■ TASK REQUIREMENTS
Among the entries below, extract exactly the lines that run from the one with "ctx.new_sub_path()" through the one with "ctx.restore()", both ends included.

**** DATA SECTION ****

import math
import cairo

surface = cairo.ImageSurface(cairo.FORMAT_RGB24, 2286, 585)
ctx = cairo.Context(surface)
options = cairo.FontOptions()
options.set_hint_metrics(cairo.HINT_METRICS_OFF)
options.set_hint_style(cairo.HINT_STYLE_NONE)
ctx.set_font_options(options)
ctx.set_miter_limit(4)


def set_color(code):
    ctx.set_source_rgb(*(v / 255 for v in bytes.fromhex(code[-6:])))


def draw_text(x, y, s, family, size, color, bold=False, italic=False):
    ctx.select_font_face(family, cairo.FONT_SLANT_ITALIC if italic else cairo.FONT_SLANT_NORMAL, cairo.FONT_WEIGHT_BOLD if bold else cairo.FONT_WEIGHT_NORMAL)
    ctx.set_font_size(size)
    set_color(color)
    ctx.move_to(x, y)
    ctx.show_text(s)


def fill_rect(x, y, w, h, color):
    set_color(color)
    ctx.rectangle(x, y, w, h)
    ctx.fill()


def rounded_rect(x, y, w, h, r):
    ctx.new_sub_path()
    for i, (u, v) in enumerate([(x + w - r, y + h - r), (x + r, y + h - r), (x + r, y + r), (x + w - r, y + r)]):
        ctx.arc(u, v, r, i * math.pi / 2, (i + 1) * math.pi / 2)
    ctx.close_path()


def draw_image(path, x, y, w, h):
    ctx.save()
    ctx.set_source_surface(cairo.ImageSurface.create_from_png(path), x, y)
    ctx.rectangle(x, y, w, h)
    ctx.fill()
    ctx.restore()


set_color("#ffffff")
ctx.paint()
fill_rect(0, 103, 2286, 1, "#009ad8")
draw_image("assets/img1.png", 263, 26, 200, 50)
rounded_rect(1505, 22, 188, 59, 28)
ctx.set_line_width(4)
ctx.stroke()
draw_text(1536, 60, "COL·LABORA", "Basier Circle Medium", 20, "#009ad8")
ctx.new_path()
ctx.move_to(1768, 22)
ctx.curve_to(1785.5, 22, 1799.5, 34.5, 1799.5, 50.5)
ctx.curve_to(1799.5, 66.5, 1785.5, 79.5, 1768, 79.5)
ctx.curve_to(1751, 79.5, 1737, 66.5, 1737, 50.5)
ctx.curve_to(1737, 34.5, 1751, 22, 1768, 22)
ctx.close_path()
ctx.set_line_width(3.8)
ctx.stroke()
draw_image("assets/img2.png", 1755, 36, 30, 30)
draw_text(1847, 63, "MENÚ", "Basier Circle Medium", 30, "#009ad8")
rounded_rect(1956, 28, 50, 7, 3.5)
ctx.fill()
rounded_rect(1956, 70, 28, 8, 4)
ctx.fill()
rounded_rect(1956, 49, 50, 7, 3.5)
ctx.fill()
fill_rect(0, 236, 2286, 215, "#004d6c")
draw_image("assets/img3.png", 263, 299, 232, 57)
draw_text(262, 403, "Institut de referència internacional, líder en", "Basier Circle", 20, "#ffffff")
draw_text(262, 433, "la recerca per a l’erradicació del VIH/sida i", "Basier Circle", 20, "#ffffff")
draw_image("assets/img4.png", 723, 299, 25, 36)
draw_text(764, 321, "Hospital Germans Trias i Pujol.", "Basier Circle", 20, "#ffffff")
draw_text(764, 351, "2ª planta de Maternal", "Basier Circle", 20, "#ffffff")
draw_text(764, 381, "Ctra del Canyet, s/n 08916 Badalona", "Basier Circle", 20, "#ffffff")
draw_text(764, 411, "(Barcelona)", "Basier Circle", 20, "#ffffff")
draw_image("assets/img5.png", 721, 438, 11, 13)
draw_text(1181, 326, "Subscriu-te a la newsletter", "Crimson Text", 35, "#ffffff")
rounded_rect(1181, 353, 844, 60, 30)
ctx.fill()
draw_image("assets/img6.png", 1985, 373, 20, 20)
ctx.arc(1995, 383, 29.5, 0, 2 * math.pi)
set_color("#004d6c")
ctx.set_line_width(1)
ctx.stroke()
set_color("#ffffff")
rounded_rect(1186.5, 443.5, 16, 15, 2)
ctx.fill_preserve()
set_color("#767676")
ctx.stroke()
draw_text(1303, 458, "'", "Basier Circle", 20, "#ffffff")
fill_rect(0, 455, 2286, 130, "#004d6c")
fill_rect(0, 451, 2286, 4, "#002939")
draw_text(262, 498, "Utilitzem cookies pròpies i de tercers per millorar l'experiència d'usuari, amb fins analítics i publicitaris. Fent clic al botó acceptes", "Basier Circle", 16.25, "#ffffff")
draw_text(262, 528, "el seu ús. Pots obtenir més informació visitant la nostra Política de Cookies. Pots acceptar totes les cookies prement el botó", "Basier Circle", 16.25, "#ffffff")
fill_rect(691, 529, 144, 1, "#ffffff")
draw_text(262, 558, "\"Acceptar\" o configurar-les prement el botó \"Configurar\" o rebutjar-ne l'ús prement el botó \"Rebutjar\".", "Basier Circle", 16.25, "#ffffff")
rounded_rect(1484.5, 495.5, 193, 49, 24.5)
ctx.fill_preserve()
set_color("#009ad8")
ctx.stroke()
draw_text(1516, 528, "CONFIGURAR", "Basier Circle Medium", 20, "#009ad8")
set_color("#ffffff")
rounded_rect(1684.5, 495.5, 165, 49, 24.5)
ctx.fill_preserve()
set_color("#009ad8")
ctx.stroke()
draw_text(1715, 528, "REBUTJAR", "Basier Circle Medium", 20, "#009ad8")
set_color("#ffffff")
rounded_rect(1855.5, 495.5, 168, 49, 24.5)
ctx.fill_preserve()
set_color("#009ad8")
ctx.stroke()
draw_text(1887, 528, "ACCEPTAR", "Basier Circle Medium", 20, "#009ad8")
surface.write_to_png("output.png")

****

■ RESULT OF THE TASK
    ctx.new_sub_path()
    for i, (u, v) in enumerate([(x + w - r, y + h - r), (x + r, y + h - r), (x + r, y + r), (x + w - r, y + r)]):
        ctx.arc(u, v, r, i * math.pi / 2, (i + 1) * math.pi / 2)
    ctx.close_path()


def draw_image(path, x, y, w, h):
    ctx.save()
    ctx.set_source_surface(cairo.ImageSurface.create_from_png(path), x, y)
    ctx.rectangle(x, y, w, h)
    ctx.fill()
    ctx.restore()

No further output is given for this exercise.